Setelah Segel budak telah dipasang maka hidup dan mati Ye Zhin ada di tangan Li Yuchen sehingga Ye Zhin tidak akan memiliki kesempatan untuk mengkhianatinya.
“Aku tidak ingin merasakan yang namanya pengkhianatan lagi. Semua mungkin terdengar kejam tapi ini jauh lebih baik daripada harus mengalami kematian sebanyak dua kali. Aku juga bukan kucing yang memiliki sembilan nyawa.” Ucap Li Yuchen dalam hati dengan ekspresi wajah yang serius dengan keringat yang mengalir ke pipinya.
Li Yuchen yang sangat lelah pun kembali ke tempat duduknya dan memerintahkan Ye Zhin untuk membuka matanya kembali.
“Proses Segel Jiwa telah berakhir dan kau telah menjadi Pelayanku yang seutuhnya. Ingat jangan kecewakan aku.” Ucap Li Yuchen sambil memberikan peringatan tegas kepada Ye Zhin dengan sorot mata yang tajam seperti elang.
“Tentu Bos, jangan khawatir, aku tidak akan membuatmu kecewa.” Ucap Ye Zhin dengan cepat sambil tersenyum bahagia seolah terlepas dari maut.
"Ambillah ini, kau bisa pelajari Segel Formasi ini." ucap Li Yuchen sambil melemparkan gulungan Segel Formasi Perlindungan tingkat Dua kepada Ye Zhin dengan ekspresi wajah yang datar dan nada suara yang santai.
"Apa ini Bos?" tanya Ye Zhin yang tidak mengetahui apa yang telah diberikan Li Yuchen kepadanya.

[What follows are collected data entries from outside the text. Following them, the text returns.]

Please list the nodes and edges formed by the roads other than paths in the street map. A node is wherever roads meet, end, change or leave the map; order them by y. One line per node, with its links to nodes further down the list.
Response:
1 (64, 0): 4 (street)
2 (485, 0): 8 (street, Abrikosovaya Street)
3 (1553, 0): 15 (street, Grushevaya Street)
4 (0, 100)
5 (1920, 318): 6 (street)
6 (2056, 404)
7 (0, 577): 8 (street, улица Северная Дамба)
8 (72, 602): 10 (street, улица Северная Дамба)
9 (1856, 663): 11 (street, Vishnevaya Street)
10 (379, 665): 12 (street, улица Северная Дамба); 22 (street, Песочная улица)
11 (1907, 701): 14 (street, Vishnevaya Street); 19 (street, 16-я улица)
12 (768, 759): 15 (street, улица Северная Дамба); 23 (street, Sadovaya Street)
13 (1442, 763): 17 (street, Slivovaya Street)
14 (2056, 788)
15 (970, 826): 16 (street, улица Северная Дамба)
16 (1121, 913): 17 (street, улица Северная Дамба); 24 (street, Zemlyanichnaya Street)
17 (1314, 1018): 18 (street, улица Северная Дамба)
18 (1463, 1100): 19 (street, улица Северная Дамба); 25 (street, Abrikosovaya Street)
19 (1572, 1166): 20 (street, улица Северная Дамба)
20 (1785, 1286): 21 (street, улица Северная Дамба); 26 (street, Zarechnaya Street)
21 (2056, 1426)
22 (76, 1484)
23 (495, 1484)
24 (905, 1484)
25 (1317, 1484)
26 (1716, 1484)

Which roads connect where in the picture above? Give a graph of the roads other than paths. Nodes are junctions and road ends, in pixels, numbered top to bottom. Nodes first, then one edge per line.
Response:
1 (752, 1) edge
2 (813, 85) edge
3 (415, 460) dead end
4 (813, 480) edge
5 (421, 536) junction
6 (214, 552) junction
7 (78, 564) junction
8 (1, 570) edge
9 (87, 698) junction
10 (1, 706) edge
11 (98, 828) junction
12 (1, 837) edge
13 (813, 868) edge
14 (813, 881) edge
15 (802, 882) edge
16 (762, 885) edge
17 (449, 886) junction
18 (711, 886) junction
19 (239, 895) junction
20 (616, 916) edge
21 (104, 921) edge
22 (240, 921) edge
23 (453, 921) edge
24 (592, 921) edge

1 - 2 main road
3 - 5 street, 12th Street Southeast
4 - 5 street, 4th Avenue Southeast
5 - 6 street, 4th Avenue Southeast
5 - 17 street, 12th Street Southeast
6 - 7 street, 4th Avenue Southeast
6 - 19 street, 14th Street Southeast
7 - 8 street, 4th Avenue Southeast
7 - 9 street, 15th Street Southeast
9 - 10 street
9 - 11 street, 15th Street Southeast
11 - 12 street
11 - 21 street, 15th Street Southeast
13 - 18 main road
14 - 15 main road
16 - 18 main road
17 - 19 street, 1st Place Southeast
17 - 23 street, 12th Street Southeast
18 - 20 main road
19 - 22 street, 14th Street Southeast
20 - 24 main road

"Itu adalah Segel Formasi Perlindungan tingkat Dua. Segel itu dapat digunakan untuk melindungi nyawamu saat kau dalam bahaya. Baca dan pelajarilah. Kau bisa bertanya padaku jika kau tidak mengerti." ucap Li Yuchen yang mengganti nada bicaranya lebih baik yang membuat Ye Zhin menjadi sangat terharu dan senang.
"Terima kasih banyak Bos. Aku pasti akan berusaha dengan sangat keras dan tidak akan membuatmu kecewa." ucap Ye Zhin dengan penuh semangat dan percaya diri dengan senyum yang sangat lebar.
Li Yuchen pun memerintahkan Ye Zhin untuk pergi dan akan memanggilnya saat membutuhkannya. Ye Zhin yang mengerti jika Li Yuchen memiliki urusan lain dengan Menara Formasi Shinzu pun memilih pergi.
"Aku masih ada urusan dengan Menara Formasi Shinzu. Kau bisa pergi untuk berlatih." ucap Li Yuchen dengan nada bicara yang serius dan ekspresi wajah yang berubah menjadi tegas sambil memakai kembali topeng yang telah dilepasnya.
"Baik, bos!" ucap Ye Zhin dengan sangat semangat lalu berlari keluar Ruangan VVIP dengan wajah yang sumringah bahagia.
Setelah kepergian Ye Zhin, Li Yuchen pun melepaskan Segel Pelindung dan memanggil Ji'er masuk ke dalam karena memiliki satu masalah yang belum dituntaskan.